■ **Listed entries**
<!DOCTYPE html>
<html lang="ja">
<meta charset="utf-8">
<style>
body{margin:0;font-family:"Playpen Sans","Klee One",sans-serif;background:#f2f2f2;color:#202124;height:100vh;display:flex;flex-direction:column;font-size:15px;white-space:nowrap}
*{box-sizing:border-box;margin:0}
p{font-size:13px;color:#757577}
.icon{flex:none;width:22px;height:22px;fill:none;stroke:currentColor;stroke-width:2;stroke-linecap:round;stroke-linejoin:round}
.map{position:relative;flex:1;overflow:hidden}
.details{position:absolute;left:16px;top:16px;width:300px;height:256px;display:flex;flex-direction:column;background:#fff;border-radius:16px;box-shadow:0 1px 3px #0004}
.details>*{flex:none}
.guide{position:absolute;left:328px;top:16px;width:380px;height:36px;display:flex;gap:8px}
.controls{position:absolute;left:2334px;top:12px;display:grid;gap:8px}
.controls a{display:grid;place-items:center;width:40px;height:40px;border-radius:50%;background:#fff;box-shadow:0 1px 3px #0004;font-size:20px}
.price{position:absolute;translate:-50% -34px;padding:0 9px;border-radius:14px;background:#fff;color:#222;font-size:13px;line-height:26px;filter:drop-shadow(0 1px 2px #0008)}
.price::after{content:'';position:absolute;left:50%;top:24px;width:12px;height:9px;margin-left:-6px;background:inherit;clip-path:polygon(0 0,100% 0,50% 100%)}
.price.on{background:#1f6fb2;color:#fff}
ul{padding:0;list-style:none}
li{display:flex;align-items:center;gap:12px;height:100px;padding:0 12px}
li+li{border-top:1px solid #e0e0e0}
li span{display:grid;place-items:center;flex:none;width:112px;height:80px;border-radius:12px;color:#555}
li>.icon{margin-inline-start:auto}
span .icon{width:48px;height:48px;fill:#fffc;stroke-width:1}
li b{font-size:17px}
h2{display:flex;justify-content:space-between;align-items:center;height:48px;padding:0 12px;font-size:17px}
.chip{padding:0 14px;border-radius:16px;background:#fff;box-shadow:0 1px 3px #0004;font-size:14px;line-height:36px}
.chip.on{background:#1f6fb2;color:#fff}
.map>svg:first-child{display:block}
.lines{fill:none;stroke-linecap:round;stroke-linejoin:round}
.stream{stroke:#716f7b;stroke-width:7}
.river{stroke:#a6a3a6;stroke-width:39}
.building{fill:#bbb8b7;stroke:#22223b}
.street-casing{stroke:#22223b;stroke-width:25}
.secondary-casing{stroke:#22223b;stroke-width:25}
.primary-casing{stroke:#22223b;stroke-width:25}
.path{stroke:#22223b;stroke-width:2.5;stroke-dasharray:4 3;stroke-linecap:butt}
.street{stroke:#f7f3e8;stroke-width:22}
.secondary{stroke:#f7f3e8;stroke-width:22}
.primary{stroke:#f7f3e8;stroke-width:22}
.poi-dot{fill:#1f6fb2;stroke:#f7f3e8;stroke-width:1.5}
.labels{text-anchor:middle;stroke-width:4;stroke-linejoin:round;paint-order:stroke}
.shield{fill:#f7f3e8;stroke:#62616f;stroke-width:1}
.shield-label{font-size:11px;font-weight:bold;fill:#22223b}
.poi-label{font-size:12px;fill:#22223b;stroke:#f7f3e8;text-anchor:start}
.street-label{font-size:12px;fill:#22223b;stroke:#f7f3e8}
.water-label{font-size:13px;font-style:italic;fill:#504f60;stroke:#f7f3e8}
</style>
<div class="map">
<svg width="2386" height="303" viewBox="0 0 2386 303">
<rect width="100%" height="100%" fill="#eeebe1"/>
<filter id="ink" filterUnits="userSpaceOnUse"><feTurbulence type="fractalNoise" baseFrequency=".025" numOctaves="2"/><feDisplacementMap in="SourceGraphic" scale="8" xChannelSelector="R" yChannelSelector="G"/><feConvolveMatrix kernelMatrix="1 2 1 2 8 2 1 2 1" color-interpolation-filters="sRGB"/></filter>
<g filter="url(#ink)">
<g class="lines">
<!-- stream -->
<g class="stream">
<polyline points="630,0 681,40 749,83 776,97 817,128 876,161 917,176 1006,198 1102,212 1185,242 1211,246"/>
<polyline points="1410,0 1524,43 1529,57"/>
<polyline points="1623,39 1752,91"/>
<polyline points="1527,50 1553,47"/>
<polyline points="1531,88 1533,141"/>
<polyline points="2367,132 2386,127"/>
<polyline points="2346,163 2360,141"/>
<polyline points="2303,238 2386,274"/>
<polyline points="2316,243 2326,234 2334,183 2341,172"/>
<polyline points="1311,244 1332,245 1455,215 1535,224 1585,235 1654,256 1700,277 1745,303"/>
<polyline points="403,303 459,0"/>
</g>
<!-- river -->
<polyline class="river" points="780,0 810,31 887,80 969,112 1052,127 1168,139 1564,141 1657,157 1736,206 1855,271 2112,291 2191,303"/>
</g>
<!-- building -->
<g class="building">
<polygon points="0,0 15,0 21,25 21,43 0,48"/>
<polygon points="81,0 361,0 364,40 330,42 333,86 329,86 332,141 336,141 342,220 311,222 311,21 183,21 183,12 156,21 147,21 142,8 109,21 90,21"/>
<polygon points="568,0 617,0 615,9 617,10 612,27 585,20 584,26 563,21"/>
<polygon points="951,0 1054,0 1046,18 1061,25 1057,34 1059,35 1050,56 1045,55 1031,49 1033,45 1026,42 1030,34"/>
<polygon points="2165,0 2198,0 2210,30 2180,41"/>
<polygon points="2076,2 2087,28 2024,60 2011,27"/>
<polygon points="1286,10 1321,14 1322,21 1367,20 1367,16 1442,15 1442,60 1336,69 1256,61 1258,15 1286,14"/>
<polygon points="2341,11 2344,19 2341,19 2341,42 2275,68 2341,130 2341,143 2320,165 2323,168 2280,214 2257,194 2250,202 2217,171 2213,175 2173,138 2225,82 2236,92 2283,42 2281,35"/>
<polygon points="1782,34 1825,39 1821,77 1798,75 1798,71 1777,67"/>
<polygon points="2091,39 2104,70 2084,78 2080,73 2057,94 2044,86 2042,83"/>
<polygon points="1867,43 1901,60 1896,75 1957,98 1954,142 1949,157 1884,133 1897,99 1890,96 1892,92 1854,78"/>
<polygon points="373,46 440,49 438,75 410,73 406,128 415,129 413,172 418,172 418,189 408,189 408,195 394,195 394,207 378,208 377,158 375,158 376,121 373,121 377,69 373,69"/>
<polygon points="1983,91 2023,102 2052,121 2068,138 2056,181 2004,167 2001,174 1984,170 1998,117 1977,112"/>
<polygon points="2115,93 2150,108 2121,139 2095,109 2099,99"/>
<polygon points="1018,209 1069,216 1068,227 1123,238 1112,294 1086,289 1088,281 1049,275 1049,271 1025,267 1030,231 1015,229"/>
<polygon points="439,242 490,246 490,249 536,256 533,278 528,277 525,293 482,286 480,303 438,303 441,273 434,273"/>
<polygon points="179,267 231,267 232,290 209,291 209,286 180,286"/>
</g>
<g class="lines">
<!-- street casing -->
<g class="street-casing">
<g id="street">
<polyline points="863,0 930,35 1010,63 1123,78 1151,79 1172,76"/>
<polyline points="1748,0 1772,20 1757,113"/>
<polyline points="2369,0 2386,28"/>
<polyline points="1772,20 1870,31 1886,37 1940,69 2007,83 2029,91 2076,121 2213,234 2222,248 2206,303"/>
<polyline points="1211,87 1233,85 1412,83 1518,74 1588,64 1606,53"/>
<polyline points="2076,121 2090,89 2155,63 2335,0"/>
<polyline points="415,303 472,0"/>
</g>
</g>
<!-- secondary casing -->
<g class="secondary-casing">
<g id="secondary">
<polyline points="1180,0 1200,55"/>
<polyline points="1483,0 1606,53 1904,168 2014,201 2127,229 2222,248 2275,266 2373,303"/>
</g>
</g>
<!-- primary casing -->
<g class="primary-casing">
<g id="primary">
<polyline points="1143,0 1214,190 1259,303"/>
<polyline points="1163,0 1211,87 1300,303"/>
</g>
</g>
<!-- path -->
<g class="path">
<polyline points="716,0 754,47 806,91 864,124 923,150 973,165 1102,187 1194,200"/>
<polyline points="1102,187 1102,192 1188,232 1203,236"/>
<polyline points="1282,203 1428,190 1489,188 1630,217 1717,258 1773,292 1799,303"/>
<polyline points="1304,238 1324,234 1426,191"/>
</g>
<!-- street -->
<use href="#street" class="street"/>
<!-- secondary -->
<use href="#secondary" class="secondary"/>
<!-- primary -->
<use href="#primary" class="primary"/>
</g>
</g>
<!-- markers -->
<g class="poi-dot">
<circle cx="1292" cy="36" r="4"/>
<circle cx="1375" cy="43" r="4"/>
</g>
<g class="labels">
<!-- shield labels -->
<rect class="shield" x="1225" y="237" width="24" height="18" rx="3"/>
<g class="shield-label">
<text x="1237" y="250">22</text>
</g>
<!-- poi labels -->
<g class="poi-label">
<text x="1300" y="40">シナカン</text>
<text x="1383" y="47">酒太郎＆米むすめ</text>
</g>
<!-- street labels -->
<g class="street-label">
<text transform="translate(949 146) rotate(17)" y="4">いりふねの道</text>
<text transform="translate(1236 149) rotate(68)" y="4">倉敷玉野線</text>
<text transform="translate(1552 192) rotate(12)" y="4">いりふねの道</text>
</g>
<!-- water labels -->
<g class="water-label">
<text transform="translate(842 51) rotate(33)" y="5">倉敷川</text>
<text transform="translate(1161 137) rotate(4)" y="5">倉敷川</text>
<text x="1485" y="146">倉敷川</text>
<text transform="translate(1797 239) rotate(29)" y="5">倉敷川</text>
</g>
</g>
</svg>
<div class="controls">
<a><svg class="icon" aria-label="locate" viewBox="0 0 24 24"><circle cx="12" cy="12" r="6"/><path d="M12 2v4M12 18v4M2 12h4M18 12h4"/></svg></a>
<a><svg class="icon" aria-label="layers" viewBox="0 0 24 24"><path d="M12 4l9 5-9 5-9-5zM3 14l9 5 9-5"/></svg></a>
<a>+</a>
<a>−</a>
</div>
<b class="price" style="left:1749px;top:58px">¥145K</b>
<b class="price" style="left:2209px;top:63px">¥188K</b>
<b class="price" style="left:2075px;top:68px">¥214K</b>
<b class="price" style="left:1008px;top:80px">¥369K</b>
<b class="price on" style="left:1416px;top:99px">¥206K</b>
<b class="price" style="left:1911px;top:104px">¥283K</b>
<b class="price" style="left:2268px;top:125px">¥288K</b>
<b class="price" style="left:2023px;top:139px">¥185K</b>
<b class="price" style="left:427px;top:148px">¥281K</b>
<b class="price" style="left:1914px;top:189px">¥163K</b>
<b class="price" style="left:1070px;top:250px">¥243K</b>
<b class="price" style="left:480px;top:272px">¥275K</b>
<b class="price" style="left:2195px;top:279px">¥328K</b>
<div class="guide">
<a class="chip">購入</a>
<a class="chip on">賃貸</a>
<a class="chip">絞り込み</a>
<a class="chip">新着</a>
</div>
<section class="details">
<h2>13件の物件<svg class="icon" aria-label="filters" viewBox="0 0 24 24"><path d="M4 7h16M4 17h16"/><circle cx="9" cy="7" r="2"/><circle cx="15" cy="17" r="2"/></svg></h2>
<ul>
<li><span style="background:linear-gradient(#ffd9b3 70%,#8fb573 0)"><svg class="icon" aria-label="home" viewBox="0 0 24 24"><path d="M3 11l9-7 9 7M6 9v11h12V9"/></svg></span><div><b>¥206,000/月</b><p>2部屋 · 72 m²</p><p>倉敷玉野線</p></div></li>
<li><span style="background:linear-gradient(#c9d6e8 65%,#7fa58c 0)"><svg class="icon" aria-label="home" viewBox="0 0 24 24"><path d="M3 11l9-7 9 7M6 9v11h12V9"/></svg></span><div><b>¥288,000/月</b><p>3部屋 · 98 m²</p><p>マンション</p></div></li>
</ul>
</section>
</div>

■ **Instructions for the task**
Lines from the entries that contain the string "none" are what must be copied.

■ **Written response**
.icon{flex:none;width:22px;height:22px;fill:none;stroke:currentColor;stroke-width:2;stroke-linecap:round;stroke-linejoin:round}
.details>*{flex:none}
ul{padding:0;list-style:none}
li span{display:grid;place-items:center;flex:none;width:112px;height:80px;border-radius:12px;color:#555}
.lines{fill:none;stroke-linecap:round;stroke-linejoin:round}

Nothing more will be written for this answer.